» Information shown:
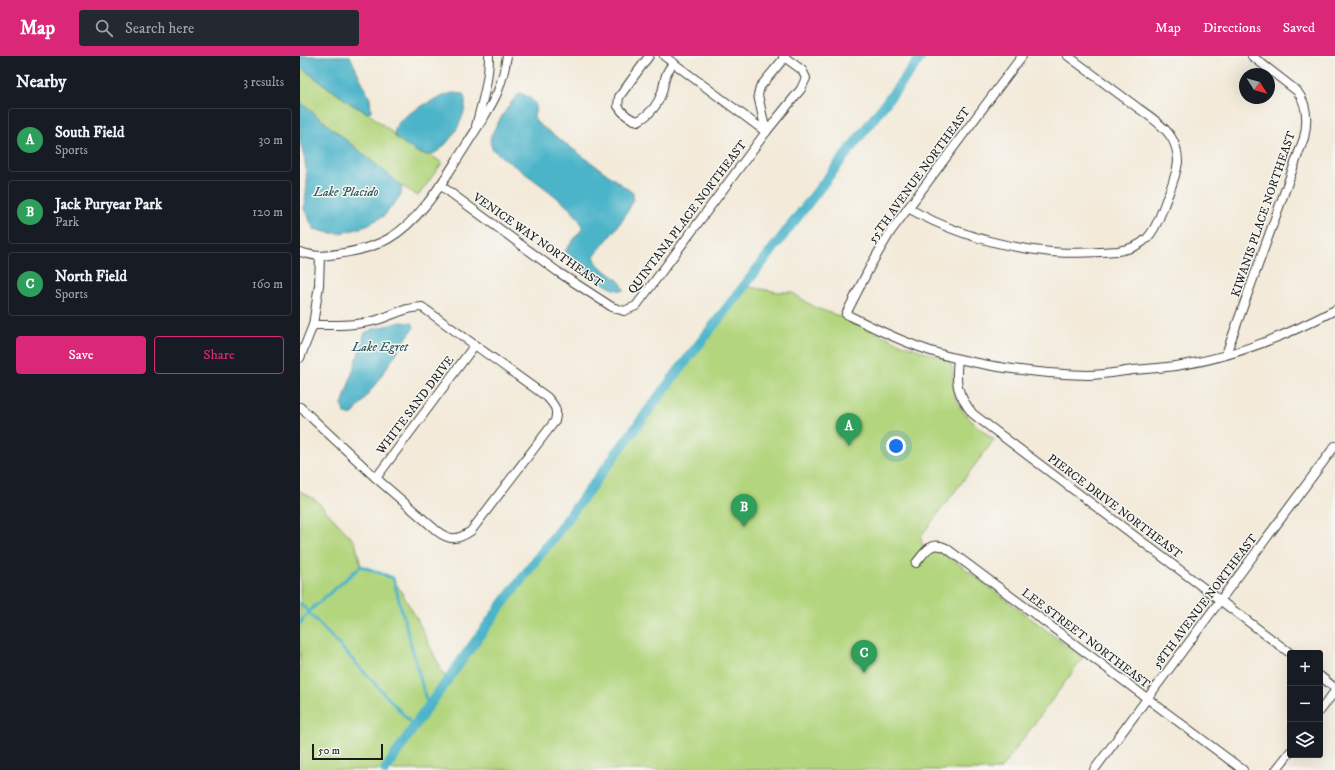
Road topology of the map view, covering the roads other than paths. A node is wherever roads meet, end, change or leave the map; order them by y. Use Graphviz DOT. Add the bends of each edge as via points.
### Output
graph roads {
  1 [pos="489,56"];
  2 [pos="507,56"];
  3 [pos="649,56"];
  4 [pos="664,56"];
  5 [pos="1022,56"];
  6 [pos="1068,56"];
  7 [pos="1252,56"];
  8 [pos="784,57"];
  9 [pos="674,63"];
  10 [pos="766,132"];
  11 [pos="474,133"];
  12 [pos="440,185"];
  13 [pos="908,208"];
  14 [pos="300,252"];
  15 [pos="320,256"];
  16 [pos="1335,310"];
  17 [pos="624,311"];
  18 [pos="313,325"];
  19 [pos="474,346"];
  20 [pos="1226,354"];
  21 [pos="300,358"];
  22 [pos="958,359"];
  23 [pos="300,407"];
  24 [pos="1335,446"];
  25 [pos="376,478"];
  26 [pos="916,563"];
  27 [pos="1221,601"];
  28 [pos="1287,651"];
  29 [pos="1323,678"];
  30 [pos="1335,688"];
  31 [pos="1335,692"];
  32 [pos="1147,699"];
  33 [pos="1323,708"];
  34 [pos="1287,756"];
  35 [pos="1094,770"];
  36 [pos="1242,770"];
  37 [pos="1276,770"];
  1 -- 11 [label="street" via="486,89"];
  2 -- 11 [label="street" via="498,91 488,113"];
  3 -- 9 [label="street" via="619,97 618,106 631,120 638,121 653,109 662,92 666,72"];
  4 -- 9 [label="street"];
  5 -- 13 [label="street, 55TH AVENUE NORTHEAST"];
  6 -- 13 [label="street" via="1161,126 1174,142 1178,162 1175,175 1157,225 1146,240 1129,250 1052,252 994,242 955,230"];
  7 -- 20 [label="street, KIWANIS PLACE NORTHEAST" via="1296,91 1305,105 1307,120 1304,138"];
  8 -- 10 [label="street" via="760,87 758,95"];
  8 -- 10 [label="street, QUINTANA PLACE NORTHEAST" via="802,70 806,78 801,89"];
  9 -- 10 [label="street"];
  10 -- 17 [label="street, QUINTANA PLACE NORTHEAST" via="636,306"];
  11 -- 12 [label="street"];
  12 -- 15 [label="street" via="406,226 388,239 346,253"];
  12 -- 17 [label="street, VENICE WAY NORTHEAST" via="558,272 612,307"];
  13 -- 22 [label="street, 55TH AVENUE NORTHEAST" via="883,244 846,314 896,338"];
  14 -- 15 [label="street"];
  15 -- 18 [label="street"];
  16 -- 20 [label="street" via="1277,337"];
  18 -- 19 [label="street" via="356,324 377,320 411,307 422,307"];
  18 -- 21 [label="street"];
  19 -- 25 [label="street, WHITE SAND DRIVE"];
  19 -- 25 [label="street" via="547,397 555,406 555,421 471,531 456,539 444,536"];
  20 -- 22 [label="street" via="1176,366 1090,375 1028,371"];
  22 -- 27 [label="street, PIERCE DRIVE NORTHEAST" via="957,383 960,396 973,414"];
  23 -- 25 [label="street"];
  24 -- 27 [label="street, 58TH AVENUE NORTHEAST"];
  26 -- 32 [label="street, LEE STREET NORTHEAST" via="932,545 946,548"];
  27 -- 28 [label="street, PIERCE DRIVE NORTHEAST"];
  27 -- 32 [label="street, 58TH AVENUE NORTHEAST"];
  29 -- 30 [label="street"];
  31 -- 33 [label="street"];
  32 -- 35 [label="street, 58TH AVENUE NORTHEAST"];
  32 -- 36 [label="street, LEE STREET NORTHEAST"];
  34 -- 37 [label="street"];
}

» Assigned task: Any picture in the material is to be dropped; the rest is repeated exactly.

» Solution to the exercise:
Road topology of the map view, covering the roads other than paths. A node is wherever roads meet, end, change or leave the map; order them by y. Use Graphviz DOT. Add the bends of each edge as via points.
### Output
graph roads {
  1 [pos="489,56"];
  2 [pos="507,56"];
  3 [pos="649,56"];
  4 [pos="664,56"];
  5 [pos="1022,56"];
  6 [pos="1068,56"];
  7 [pos="1252,56"];
  8 [pos="784,57"];
  9 [pos="674,63"];
  10 [pos="766,132"];
  11 [pos="474,133"];
  12 [pos="440,185"];
  13 [pos="908,208"];
  14 [pos="300,252"];
  15 [pos="320,256"];
  16 [pos="1335,310"];
  17 [pos="624,311"];
  18 [pos="313,325"];
  19 [pos="474,346"];
  20 [pos="1226,354"];
  21 [pos="300,358"];
  22 [pos="958,359"];
  23 [pos="300,407"];
  24 [pos="1335,446"];
  25 [pos="376,478"];
  26 [pos="916,563"];
  27 [pos="1221,601"];
  28 [pos="1287,651"];
  29 [pos="1323,678"];
  30 [pos="1335,688"];
  31 [pos="1335,692"];
  32 [pos="1147,699"];
  33 [pos="1323,708"];
  34 [pos="1287,756"];
  35 [pos="1094,770"];
  36 [pos="1242,770"];
  37 [pos="1276,770"];
  1 -- 11 [label="street" via="486,89"];
  2 -- 11 [label="street" via="498,91 488,113"];
  3 -- 9 [label="street" via="619,97 618,106 631,120 638,121 653,109 662,92 666,72"];
  4 -- 9 [label="street"];
  5 -- 13 [label="street, 55TH AVENUE NORTHEAST"];
  6 -- 13 [label="street" via="1161,126 1174,142 1178,162 1175,175 1157,225 1146,240 1129,250 1052,252 994,242 955,230"];
  7 -- 20 [label="street, KIWANIS PLACE NORTHEAST" via="1296,91 1305,105 1307,120 1304,138"];
  8 -- 10 [label="street" via="760,87 758,95"];
  8 -- 10 [label="street, QUINTANA PLACE NORTHEAST" via="802,70 806,78 801,89"];
  9 -- 10 [label="street"];
  10 -- 17 [label="street, QUINTANA PLACE NORTHEAST" via="636,306"];
  11 -- 12 [label="street"];
  12 -- 15 [label="street" via="406,226 388,239 346,253"];
  12 -- 17 [label="street, VENICE WAY NORTHEAST" via="558,272 612,307"];
  13 -- 22 [label="street, 55TH AVENUE NORTHEAST" via="883,244 846,314 896,338"];
  14 -- 15 [label="street"];
  15 -- 18 [label="street"];
  16 -- 20 [label="street" via="1277,337"];
  18 -- 19 [label="street" via="356,324 377,320 411,307 422,307"];
  18 -- 21 [label="street"];
  19 -- 25 [label="street, WHITE SAND DRIVE"];
  19 -- 25 [label="street" via="547,397 555,406 555,421 471,531 456,539 444,536"];
  20 -- 22 [label="street" via="1176,366 1090,375 1028,371"];
  22 -- 27 [label="street, PIERCE DRIVE NORTHEAST" via="957,383 960,396 973,414"];
  23 -- 25 [label="street"];
  24 -- 27 [label="street, 58TH AVENUE NORTHEAST"];
  26 -- 32 [label="street, LEE STREET NORTHEAST" via="932,545 946,548"];
  27 -- 28 [label="street, PIERCE DRIVE NORTHEAST"];
  27 -- 32 [label="street, 58TH AVENUE NORTHEAST"];
  29 -- 30 [label="street"];
  31 -- 33 [label="street"];
  32 -- 35 [label="street, 58TH AVENUE NORTHEAST"];
  32 -- 36 [label="street, LEE STREET NORTHEAST"];
  34 -- 37 [label="street"];
}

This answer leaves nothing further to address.